The Commission has concluded that neither Thiokol nor NASA responded adequately to internal warnings about the faulty seal design. Furthermore, Thiokol and NASA did not make a timely attempt to develop and verify a new seal after the initial design was shown to be deficient. Neither organization developed a solution to the unexpected occurrences of O-ring erosion and blow-by even though this problem was experienced frequently during the Shuttle flight history. Instead, Thiokol and NASA management came to accept erosion and blow-by as unavoidable and an acceptable flight risk. Specifically, the Commission has found that:
1. The joint test and certification program was inadequate. There was no requirement to configure the qualifications test motor as it would be in flight, and the motors were static tested in a horizontal position, not in the vertical flight position.
2. Prior to the accident, neither NASA nor Thiokol fully understood the mechanism by which the joint sealing action took place.
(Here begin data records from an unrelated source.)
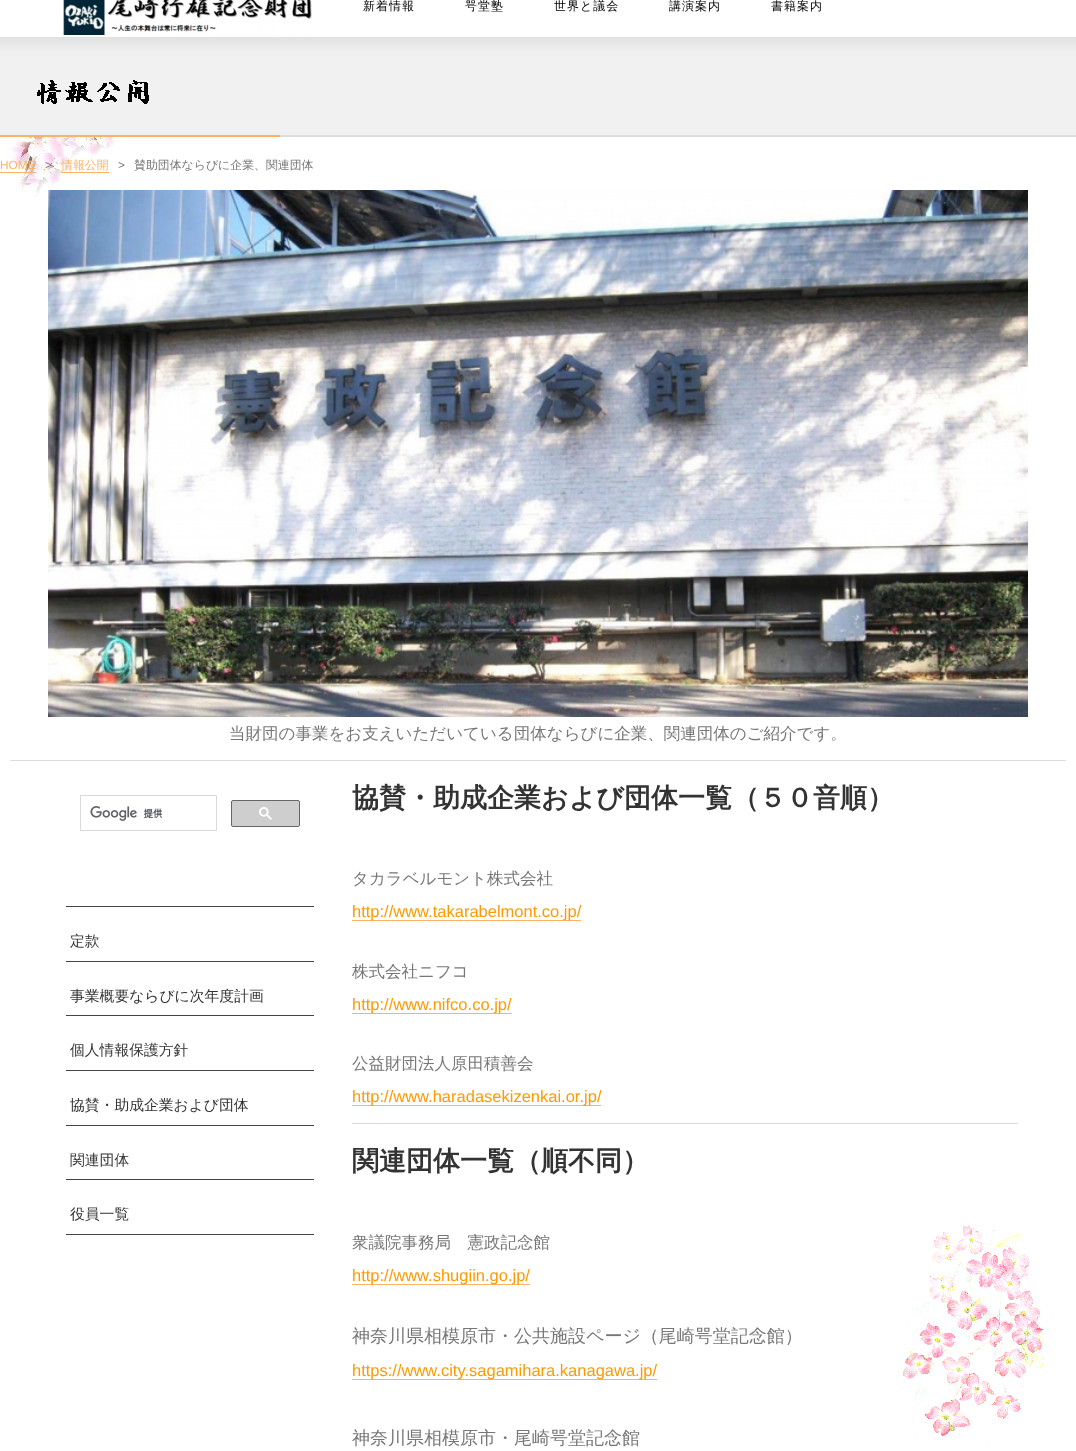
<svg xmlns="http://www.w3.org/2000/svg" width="1076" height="1451">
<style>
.a{font:500 12px WenQuanYi Zen Hei;letter-spacing:1px;fill:#000}
.b{font:11.9px Liberation Sans;fill:#fdb365}
.c{font:11.9px Liberation Sans;fill:#777}
.d{font:500 11.9px WenQuanYi Zen Hei;fill:#fdb365}
.e{font:500 11.9px WenQuanYi Zen Hei;fill:#777}
.f{font:500 16.5px WenQuanYi Zen Hei;fill:#777}
.g{font:500 14.8px WenQuanYi Zen Hei;fill:#333}
.h{font:bold 27px WenQuanYi Zen Hei;fill:#333}
.i{font:16.5px Liberation Sans;fill:#f90}
.j{font:500 18px WenQuanYi Zen Hei;fill:#777}
</style>
<rect width="100%" height="100%" fill="#fff"/>
<image href="1.png" x="8" y="137" width="184" height="60"/>
<image href="2.png" x="899" y="1225" width="161" height="219"/>
<image href="3.png" x="63" y="0" width="249" height="35"/>
<image href="4.png" x="0" y="37" width="1076" height="100"/>
<image href="5.png" x="0" y="80" width="280" height="57"/>
<path fill="#fdb365" d="M0 172h36v1H0z"/>
<path fill="#fdb365" d="M61 172h48v1H61z"/>
<image href="6.png" x="48" y="190" width="980" height="527"/>
<path fill="#ddd" d="M10 760h1056v1H10z"/>
<path fill="none" stroke="#d9d9d9" d="M80.5 795.5h136v35H80.5z"/>
<image href="7.png" x="90" y="806" width="73" height="15"/>
<rect fill="#cecece" stroke="#666" x="231.5" y="800.5" width="68" height="26" rx="1.5"/>
<image href="8.png" x="259" y="807" width="13" height="13"/>
<path fill="#444" d="M66 906h248v1H66z"/>
<path fill="#444" d="M66 961h248v1H66z"/>
<path fill="#444" d="M66 1015h248v1H66z"/>
<path fill="#444" d="M66 1070h248v1H66z"/>
<path fill="#444" d="M66 1125h248v1H66z"/>
<path fill="#444" d="M66 1179h248v1H66z"/>
<path fill="#444" d="M66 1234h248v1H66z"/>
<path fill="#fdb365" d="M352 920h229v1H352z"/>
<path fill="#fdb365" d="M352 1013h160v1H352z"/>
<path fill="#fdb365" d="M352 1105h249v1H352z"/>
<path fill="#ddd" d="M352 1123h666v1H352z"/>
<path fill="#fdb365" d="M352 1284h178v1H352z"/>
<path fill="#fdb365" d="M352 1379h305v1H352z"/>
<text class="a" x="363" y="10">新着情報</text>
<text class="a" x="465" y="10">咢堂塾</text>
<text class="a" x="554" y="10">世界と議会</text>
<text class="a" x="669" y="10">講演案内</text>
<text class="a" x="771" y="10">書籍案内</text>
<text class="b" x="0" y="169">HOME</text>
<text class="c" x="45" y="169">&gt;</text>
<text class="d" x="61" y="169">情報公開</text>
<text class="c" x="118" y="169">&gt;</text>
<text class="e" x="134" y="169">賛助団体ならびに企業、関連団体</text>
<text class="f" x="229" y="739">当財団の事業をお支えいただいている団体ならびに企業、関連団体のご紹介です。</text>
<text class="g" x="70" y="946">定款</text>
<text class="g" x="70" y="1001">事業概要ならびに次年度計画</text>
<text class="g" x="70" y="1055">個人情報保護方針</text>
<text class="g" x="70" y="1110">協賛・助成企業および団体</text>
<text class="g" x="70" y="1165">関連団体</text>
<text class="g" x="70" y="1219">役員一覧</text>
<text class="h" x="352" y="807">協賛・助成企業および団体一覧（５０音順）</text>
<text class="f" x="352" y="884">タカラベルモント株式会社</text>
<text class="i" x="352" y="917">http://www.takarabelmont.co.jp/</text>
<text class="f" x="352" y="977">株式会社ニフコ</text>
<text class="i" x="352" y="1010">http://www.nifco.co.jp/</text>
<text class="f" x="352" y="1069">公益財団法人原田積善会</text>
<text class="i" x="352" y="1102">http://www.haradasekizenkai.or.jp/</text>
<text class="h" x="352" y="1170">関連団体一覧（順不同）</text>
<text class="f" x="352" y="1248">衆議院事務局　憲政記念館</text>
<text class="i" x="352" y="1281">http://www.shugiin.go.jp/</text>
<text class="j" x="352" y="1342">神奈川県相模原市・公共施設ページ（尾崎咢堂記念館）</text>
<text class="i" x="352" y="1376">https://www.city.sagamihara.kanagawa.jp/</text>
<text class="j" x="352" y="1444">神奈川県相模原市・尾崎咢堂記念館</text>
</svg>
3. NASA and Thiokol accepted escalating risk apparently because they "got away with it last time." As Commissioner Feynman observed, the decision making was: "a kind of Russian roulette. ... (The Shuttle) flies (with O-ring erosion) and nothing happens. Then it is suggested, therefore, that the risk is no longer so high for the next flights. We can lower our standards a little bit because we got away with it last time. ... You got away with it, but it shouldn't be done over and over again like that."
4. NASA's system for tracking anomalies for Flight Readiness Reviews failed in that, despite a history of persistent O-ring erosion and blow-by, flight was still permitted. It failed again in the strange sequence of six consecutive launch constraint waivers prior to 51-L, permitting it to fly without any record of a waiver, or even of an explicit constraint. Tracking and continuing only anomalies that are "outside the data base" of prior flight allowed major problems to be removed from and lost by the reporting system.
5. The O-ring erosion history presented to Level I at NASA Headquarters in August 1985 was sufficiently detailed to require corrective action prior to the next flight.
6. A careful analysis of the flight history of O-ring performance would have revealed the correlation of O-ring damage and low temperature. Neither NASA nor Thiokol carried out such an analysis; consequently, they were unprepared to properly evaluate the risks of launching the 51-L mission in conditions more extreme than they had encountered before.